**Problem to work on**: Find every line below with the string "Drive" and pick it out.

**Dataset entries**:
________________________________________

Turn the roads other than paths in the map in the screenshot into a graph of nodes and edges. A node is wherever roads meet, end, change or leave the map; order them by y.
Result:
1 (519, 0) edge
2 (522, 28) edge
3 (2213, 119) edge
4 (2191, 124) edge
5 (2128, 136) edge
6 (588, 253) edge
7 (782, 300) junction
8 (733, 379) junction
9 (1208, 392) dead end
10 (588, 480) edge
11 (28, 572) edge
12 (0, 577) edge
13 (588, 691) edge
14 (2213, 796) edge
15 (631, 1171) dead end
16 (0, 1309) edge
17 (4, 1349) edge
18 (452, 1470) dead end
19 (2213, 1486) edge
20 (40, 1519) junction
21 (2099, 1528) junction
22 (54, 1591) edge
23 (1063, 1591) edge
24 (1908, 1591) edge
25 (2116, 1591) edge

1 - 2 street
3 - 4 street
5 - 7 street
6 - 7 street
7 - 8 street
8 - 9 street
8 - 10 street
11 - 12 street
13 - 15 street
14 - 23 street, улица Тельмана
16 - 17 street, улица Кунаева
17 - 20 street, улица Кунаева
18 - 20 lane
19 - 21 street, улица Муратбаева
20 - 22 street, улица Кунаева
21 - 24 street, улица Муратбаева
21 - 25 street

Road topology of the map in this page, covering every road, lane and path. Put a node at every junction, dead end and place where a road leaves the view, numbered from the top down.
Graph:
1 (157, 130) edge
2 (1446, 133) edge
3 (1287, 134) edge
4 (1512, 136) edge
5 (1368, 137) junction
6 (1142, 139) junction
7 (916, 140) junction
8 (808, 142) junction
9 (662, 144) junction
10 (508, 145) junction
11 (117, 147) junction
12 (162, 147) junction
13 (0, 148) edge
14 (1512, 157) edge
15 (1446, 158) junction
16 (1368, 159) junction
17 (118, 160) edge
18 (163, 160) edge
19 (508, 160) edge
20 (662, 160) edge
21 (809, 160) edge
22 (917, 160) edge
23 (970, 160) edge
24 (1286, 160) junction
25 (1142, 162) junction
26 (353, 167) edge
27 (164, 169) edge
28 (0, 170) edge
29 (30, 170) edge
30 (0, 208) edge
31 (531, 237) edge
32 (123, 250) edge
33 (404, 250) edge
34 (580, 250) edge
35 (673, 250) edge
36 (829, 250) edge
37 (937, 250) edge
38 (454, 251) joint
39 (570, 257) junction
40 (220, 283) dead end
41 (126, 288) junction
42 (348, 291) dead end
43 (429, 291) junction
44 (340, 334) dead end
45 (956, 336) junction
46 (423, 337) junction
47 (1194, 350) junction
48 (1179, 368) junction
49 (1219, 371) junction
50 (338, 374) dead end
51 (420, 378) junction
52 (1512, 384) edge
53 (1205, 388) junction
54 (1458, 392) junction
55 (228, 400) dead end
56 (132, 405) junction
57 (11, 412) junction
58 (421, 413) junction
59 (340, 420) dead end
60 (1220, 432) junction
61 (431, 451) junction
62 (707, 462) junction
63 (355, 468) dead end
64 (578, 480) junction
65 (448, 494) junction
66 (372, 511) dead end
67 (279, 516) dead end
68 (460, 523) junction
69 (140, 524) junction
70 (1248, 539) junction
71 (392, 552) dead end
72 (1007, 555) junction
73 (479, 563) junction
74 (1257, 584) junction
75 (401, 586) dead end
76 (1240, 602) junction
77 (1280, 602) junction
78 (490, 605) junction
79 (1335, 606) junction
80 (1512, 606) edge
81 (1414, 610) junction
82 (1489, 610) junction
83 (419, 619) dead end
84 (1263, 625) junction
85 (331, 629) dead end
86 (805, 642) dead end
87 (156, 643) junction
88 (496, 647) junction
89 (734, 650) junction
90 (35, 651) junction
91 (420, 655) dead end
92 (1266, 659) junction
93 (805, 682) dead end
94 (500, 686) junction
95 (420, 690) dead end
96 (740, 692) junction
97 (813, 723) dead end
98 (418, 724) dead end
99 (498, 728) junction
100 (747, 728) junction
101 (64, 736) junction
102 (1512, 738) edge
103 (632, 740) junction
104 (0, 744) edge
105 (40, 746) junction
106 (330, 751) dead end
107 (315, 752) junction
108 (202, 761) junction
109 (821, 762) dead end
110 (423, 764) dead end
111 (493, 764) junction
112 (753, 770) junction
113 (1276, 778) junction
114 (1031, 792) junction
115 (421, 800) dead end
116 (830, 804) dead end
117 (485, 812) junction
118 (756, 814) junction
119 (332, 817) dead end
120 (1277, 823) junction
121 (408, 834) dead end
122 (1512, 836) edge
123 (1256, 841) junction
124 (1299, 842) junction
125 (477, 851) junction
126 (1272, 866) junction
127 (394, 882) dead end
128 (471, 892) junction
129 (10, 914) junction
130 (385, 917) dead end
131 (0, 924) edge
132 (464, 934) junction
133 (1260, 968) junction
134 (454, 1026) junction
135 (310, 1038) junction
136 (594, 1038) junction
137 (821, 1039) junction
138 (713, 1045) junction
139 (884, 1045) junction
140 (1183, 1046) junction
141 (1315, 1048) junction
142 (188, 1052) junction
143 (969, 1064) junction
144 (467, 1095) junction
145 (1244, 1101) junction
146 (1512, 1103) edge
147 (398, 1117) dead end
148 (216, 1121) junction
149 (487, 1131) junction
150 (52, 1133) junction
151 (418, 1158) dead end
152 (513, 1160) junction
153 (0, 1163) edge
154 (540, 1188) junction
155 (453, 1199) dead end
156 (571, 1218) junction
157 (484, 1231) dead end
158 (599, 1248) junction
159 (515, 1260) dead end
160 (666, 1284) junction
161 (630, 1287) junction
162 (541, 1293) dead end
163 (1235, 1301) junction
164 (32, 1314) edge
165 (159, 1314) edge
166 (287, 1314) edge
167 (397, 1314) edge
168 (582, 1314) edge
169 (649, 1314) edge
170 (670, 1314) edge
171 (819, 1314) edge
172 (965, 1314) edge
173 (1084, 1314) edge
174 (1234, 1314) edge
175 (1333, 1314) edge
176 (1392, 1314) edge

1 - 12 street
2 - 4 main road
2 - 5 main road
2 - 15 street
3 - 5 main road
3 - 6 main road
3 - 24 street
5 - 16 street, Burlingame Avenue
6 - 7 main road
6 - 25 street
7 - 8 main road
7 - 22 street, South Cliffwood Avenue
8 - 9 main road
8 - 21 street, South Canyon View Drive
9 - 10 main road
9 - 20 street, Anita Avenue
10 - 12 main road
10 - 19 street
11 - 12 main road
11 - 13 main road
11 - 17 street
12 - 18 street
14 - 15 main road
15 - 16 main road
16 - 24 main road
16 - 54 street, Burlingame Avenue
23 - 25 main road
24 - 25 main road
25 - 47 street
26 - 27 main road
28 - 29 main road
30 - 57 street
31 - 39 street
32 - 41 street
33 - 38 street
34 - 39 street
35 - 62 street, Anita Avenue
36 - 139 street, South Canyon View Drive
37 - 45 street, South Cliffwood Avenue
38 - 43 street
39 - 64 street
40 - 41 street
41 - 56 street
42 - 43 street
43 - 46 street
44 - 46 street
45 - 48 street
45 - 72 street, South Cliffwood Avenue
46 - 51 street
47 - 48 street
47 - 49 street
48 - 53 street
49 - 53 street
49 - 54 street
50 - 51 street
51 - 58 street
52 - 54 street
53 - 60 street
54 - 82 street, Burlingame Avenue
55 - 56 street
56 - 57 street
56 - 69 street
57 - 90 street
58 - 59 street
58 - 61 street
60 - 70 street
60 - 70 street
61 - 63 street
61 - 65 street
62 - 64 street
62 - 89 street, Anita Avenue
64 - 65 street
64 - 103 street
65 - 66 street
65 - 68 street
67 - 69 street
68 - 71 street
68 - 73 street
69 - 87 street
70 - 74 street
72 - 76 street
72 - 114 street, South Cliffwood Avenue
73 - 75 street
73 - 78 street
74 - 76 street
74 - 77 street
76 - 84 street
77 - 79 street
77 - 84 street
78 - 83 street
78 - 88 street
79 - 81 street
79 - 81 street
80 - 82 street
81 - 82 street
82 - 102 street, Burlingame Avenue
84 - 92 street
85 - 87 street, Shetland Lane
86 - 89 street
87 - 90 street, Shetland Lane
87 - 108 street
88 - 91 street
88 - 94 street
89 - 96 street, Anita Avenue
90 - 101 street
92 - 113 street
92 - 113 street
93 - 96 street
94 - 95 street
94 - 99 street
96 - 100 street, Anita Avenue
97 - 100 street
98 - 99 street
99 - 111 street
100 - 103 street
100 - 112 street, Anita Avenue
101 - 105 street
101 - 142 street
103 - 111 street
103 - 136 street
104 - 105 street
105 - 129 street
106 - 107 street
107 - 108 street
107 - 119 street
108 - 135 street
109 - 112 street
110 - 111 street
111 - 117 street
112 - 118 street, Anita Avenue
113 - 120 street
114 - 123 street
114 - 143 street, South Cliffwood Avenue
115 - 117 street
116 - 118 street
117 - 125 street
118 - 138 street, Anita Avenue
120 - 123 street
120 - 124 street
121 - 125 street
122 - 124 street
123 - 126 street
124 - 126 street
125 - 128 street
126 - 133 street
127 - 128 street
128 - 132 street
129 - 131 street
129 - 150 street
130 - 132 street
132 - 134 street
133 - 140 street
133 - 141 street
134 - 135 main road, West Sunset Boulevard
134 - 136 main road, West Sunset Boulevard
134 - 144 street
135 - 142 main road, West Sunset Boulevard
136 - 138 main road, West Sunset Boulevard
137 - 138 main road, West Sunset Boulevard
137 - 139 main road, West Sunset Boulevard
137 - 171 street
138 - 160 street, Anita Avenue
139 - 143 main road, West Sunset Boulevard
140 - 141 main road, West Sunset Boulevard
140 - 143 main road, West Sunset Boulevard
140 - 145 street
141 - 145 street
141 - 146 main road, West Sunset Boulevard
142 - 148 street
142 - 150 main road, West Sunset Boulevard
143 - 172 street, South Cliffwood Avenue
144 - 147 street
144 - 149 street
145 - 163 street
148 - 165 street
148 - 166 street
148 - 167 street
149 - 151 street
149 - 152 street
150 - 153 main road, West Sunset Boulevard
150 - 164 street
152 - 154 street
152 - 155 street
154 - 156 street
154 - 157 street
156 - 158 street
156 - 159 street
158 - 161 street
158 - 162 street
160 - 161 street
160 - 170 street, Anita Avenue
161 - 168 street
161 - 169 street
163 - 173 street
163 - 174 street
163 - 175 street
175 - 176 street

________________________________________

**Written solution**:
8 - 21 street, South Canyon View Drive
36 - 139 street, South Canyon View Drive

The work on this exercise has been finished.